■ **Exercise instructions**:
Copy the data exactly. No line may be skipped.

■ **Source information**:

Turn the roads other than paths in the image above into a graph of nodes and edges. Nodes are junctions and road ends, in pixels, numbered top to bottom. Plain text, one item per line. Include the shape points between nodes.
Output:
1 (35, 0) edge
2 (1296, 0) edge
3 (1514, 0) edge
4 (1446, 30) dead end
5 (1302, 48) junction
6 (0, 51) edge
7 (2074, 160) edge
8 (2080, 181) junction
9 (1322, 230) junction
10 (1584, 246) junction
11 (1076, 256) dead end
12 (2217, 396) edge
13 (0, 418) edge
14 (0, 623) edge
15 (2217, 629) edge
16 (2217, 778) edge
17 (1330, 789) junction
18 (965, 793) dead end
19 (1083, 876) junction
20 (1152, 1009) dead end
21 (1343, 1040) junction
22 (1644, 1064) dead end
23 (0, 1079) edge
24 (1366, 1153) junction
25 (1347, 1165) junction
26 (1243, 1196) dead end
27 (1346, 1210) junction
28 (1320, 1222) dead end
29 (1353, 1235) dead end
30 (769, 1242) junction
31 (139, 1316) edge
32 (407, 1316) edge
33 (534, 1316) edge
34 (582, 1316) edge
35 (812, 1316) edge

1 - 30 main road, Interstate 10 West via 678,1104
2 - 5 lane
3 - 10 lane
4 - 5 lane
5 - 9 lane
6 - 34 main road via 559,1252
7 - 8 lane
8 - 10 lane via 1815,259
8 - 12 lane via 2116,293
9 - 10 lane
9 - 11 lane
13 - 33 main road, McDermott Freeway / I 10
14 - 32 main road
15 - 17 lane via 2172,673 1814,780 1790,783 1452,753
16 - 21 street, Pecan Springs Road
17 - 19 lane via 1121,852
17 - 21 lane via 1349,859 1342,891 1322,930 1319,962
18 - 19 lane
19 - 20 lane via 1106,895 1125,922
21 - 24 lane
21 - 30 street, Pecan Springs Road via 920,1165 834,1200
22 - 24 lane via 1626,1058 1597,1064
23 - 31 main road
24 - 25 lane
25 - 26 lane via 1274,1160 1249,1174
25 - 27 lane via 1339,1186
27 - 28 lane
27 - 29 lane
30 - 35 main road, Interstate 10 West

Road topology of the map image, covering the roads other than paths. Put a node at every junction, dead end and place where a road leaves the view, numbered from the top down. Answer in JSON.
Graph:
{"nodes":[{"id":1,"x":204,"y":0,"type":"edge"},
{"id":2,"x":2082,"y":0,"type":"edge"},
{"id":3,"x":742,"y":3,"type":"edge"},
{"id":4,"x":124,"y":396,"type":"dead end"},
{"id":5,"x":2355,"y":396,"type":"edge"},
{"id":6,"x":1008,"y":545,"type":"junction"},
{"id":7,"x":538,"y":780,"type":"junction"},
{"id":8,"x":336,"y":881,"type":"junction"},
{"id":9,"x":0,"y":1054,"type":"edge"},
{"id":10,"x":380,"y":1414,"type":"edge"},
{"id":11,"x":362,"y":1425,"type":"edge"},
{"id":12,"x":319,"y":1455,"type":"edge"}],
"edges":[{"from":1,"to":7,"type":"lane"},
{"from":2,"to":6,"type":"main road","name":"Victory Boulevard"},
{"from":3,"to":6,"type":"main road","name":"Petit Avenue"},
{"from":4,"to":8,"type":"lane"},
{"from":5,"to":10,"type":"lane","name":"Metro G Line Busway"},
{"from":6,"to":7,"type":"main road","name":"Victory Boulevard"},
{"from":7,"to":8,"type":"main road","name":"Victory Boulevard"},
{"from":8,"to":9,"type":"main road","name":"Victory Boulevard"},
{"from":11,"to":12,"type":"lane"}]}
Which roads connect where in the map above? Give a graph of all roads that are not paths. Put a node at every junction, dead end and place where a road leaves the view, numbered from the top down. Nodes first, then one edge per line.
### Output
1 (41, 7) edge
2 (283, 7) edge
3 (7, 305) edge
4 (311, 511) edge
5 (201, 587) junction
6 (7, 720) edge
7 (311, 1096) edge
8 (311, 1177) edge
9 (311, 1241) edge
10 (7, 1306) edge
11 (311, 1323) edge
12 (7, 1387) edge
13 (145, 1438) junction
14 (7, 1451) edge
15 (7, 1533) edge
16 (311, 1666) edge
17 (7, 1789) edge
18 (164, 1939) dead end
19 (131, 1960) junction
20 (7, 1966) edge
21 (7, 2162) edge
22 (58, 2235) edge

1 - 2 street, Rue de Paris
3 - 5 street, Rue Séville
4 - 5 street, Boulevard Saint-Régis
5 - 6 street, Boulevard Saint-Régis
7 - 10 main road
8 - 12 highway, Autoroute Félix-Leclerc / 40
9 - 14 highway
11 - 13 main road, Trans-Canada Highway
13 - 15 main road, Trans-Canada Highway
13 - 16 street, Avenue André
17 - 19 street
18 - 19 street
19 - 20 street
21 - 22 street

■ **Task answer**:
Turn the roads other than paths in the image above into a graph of nodes and edges. Nodes are junctions and road ends, in pixels, numbered top to bottom. Plain text, one item per line. Include the shape points between nodes.
Output:
1 (35, 0) edge
2 (1296, 0) edge
3 (1514, 0) edge
4 (1446, 30) dead end
5 (1302, 48) junction
6 (0, 51) edge
7 (2074, 160) edge
8 (2080, 181) junction
9 (1322, 230) junction
10 (1584, 246) junction
11 (1076, 256) dead end
12 (2217, 396) edge
13 (0, 418) edge
14 (0, 623) edge
15 (2217, 629) edge
16 (2217, 778) edge
17 (1330, 789) junction
18 (965, 793) dead end
19 (1083, 876) junction
20 (1152, 1009) dead end
21 (1343, 1040) junction
22 (1644, 1064) dead end
23 (0, 1079) edge
24 (1366, 1153) junction
25 (1347, 1165) junction
26 (1243, 1196) dead end
27 (1346, 1210) junction
28 (1320, 1222) dead end
29 (1353, 1235) dead end
30 (769, 1242) junction
31 (139, 1316) edge
32 (407, 1316) edge
33 (534, 1316) edge
34 (582, 1316) edge
35 (812, 1316) edge

1 - 30 main road, Interstate 10 West via 678,1104
2 - 5 lane
3 - 10 lane
4 - 5 lane
5 - 9 lane
6 - 34 main road via 559,1252
7 - 8 lane
8 - 10 lane via 1815,259
8 - 12 lane via 2116,293
9 - 10 lane
9 - 11 lane
13 - 33 main road, McDermott Freeway / I 10
14 - 32 main road
15 - 17 lane via 2172,673 1814,780 1790,783 1452,753
16 - 21 street, Pecan Springs Road
17 - 19 lane via 1121,852
17 - 21 lane via 1349,859 1342,891 1322,930 1319,962
18 - 19 lane
19 - 20 lane via 1106,895 1125,922
21 - 24 lane
21 - 30 street, Pecan Springs Road via 920,1165 834,1200
22 - 24 lane via 1626,1058 1597,1064
23 - 31 main road
24 - 25 lane
25 - 26 lane via 1274,1160 1249,1174
25 - 27 lane via 1339,1186
27 - 28 lane
27 - 29 lane
30 - 35 main road, Interstate 10 West

Road topology of the map image, covering the roads other than paths. Put a node at every junction, dead end and place where a road leaves the view, numbered from the top down. Answer in JSON.
Graph:
{"nodes":[{"id":1,"x":204,"y":0,"type":"edge"},
{"id":2,"x":2082,"y":0,"type":"edge"},
{"id":3,"x":742,"y":3,"type":"edge"},
{"id":4,"x":124,"y":396,"type":"dead end"},
{"id":5,"x":2355,"y":396,"type":"edge"},
{"id":6,"x":1008,"y":545,"type":"junction"},
{"id":7,"x":538,"y":780,"type":"junction"},
{"id":8,"x":336,"y":881,"type":"junction"},
{"id":9,"x":0,"y":1054,"type":"edge"},
{"id":10,"x":380,"y":1414,"type":"edge"},
{"id":11,"x":362,"y":1425,"type":"edge"},
{"id":12,"x":319,"y":1455,"type":"edge"}],
"edges":[{"from":1,"to":7,"type":"lane"},
{"from":2,"to":6,"type":"main road","name":"Victory Boulevard"},
{"from":3,"to":6,"type":"main road","name":"Petit Avenue"},
{"from":4,"to":8,"type":"lane"},
{"from":5,"to":10,"type":"lane","name":"Metro G Line Busway"},
{"from":6,"to":7,"type":"main road","name":"Victory Boulevard"},
{"from":7,"to":8,"type":"main road","name":"Victory Boulevard"},
{"from":8,"to":9,"type":"main road","name":"Victory Boulevard"},
{"from":11,"to":12,"type":"lane"}]}
Which roads connect where in the map above? Give a graph of all roads that are not paths. Put a node at every junction, dead end and place where a road leaves the view, numbered from the top down. Nodes first, then one edge per line.
### Output
1 (41, 7) edge
2 (283, 7) edge
3 (7, 305) edge
4 (311, 511) edge
5 (201, 587) junction
6 (7, 720) edge
7 (311, 1096) edge
8 (311, 1177) edge
9 (311, 1241) edge
10 (7, 1306) edge
11 (311, 1323) edge
12 (7, 1387) edge
13 (145, 1438) junction
14 (7, 1451) edge
15 (7, 1533) edge
16 (311, 1666) edge
17 (7, 1789) edge
18 (164, 1939) dead end
19 (131, 1960) junction
20 (7, 1966) edge
21 (7, 2162) edge
22 (58, 2235) edge

1 - 2 street, Rue de Paris
3 - 5 street, Rue Séville
4 - 5 street, Boulevard Saint-Régis
5 - 6 street, Boulevard Saint-Régis
7 - 10 main road
8 - 12 highway, Autoroute Félix-Leclerc / 40
9 - 14 highway
11 - 13 main road, Trans-Canada Highway
13 - 15 main road, Trans-Canada Highway
13 - 16 street, Avenue André
17 - 19 street
18 - 19 street
19 - 20 street
21 - 22 street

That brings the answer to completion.